Fri, 10 Oct, 6pm : Trees, Culture & Public space

The Alternative Law Forum invites you to a talk titled ‘Trees, Culture and Public Space’ looking specifically at the ‘Ashwathkatte ‘ – the raised platform around the peepul tree, found in several parts of the city and its contribution to urban space.

The talk will be followed by a discussion. All are welcome. Details pasted below .

When : Friday, 10th October, 6pm – 7.30pm

Where: Alternative Law Forum, 122/4 Infantry Road (Next to Balaji Art Gallery), Bangalore 560001

In February 2014, the city of Bangalore hosted Neralu, a citizen-led urban tree festival where people came together to celebrate “the wide diversity, functionality, ecology, histories and memories of the city’s trees”*. A discussion on the cultural meaning attached to some of the older, shade-giving trees in the city made me realise that people continue to worship trees and that sacred trees generate neighbourhood public spaces. This study specifically looks at how the peepul tree (Ficus Religiosa) shrine with its serpent stones and the raised platform around it, locally called theashwath katte, contributes to the production of urban space in the city.

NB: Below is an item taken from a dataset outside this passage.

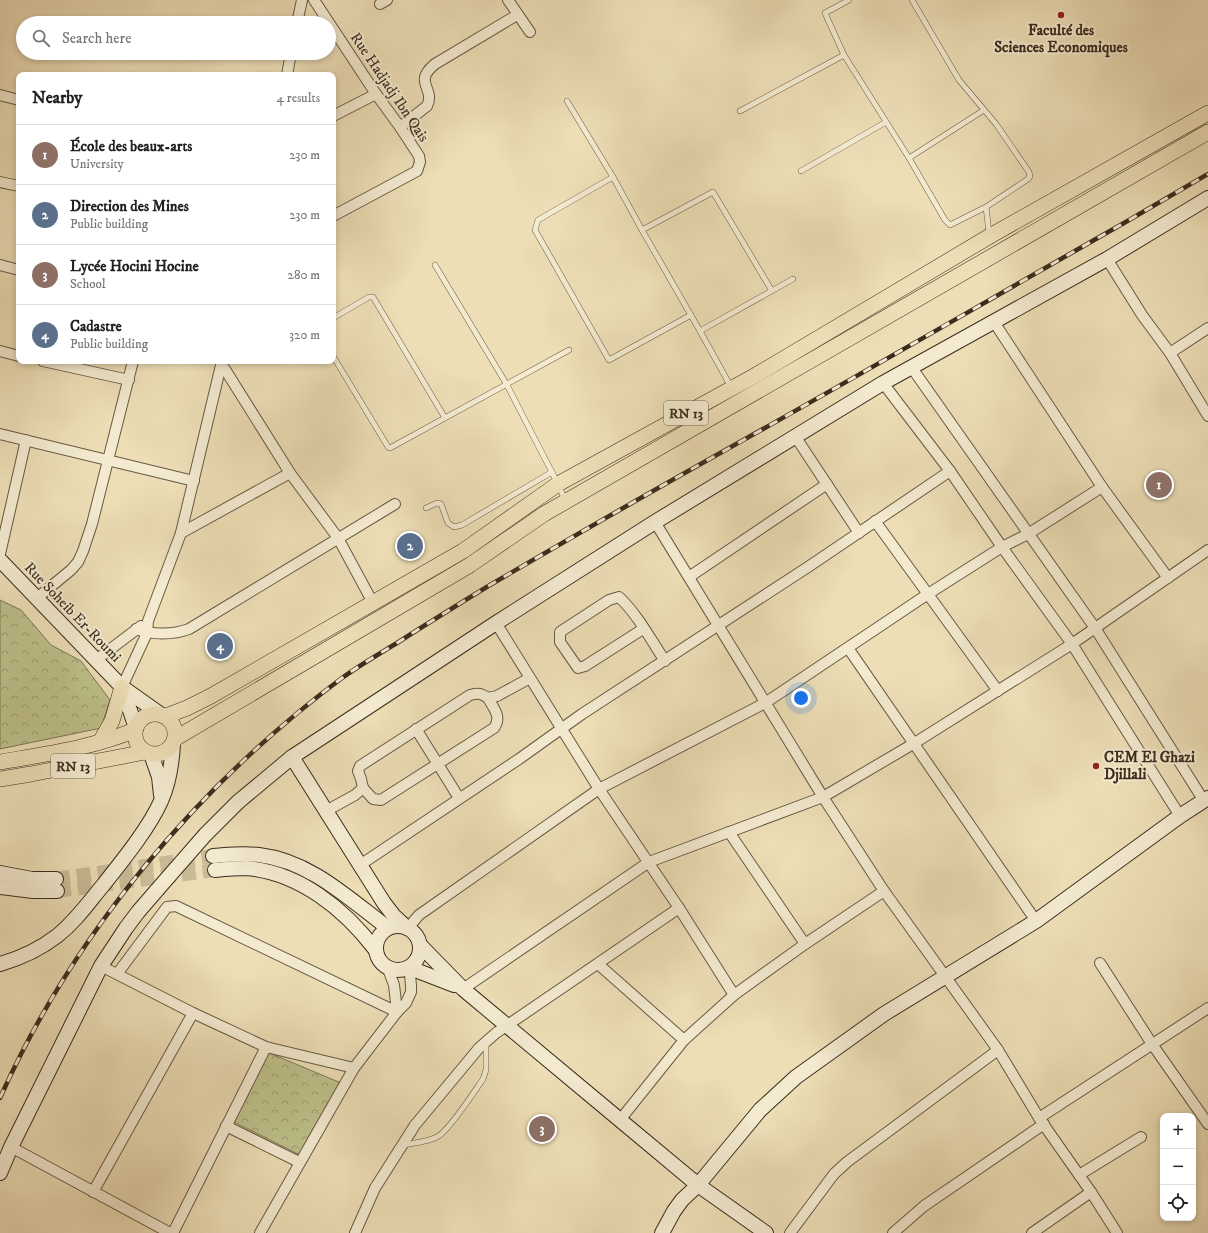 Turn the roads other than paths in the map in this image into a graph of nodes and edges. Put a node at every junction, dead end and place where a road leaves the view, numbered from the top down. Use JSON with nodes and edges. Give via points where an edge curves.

I find that as the social and cultural context changes the urban space changes – from being a silent space to being a noisy, crowded space; from being enmeshed with modern urban infrastructure to being untouched by it; from being a part of an ecological system of water conservation to being disconnected from both plant life and water systems. I find that these urban spaces belong either to a process of territorialisation by the neighbourhood or its de-territorialisation by the government. The territorialisation occurs when people start to create a community space around the tree. The deterritorialisation happens when the government widens a road or builds a flyover and the katte is eliminated from the urbanising landscape.

About the Speaker
Kiran Keswani is currently pursuing her doctoral studies in Urban design at the School of Architecture & Planning, CEPT University, Ahmedabad. Her research focuses on the Informality of Urban space as an outcome of Everyday practices.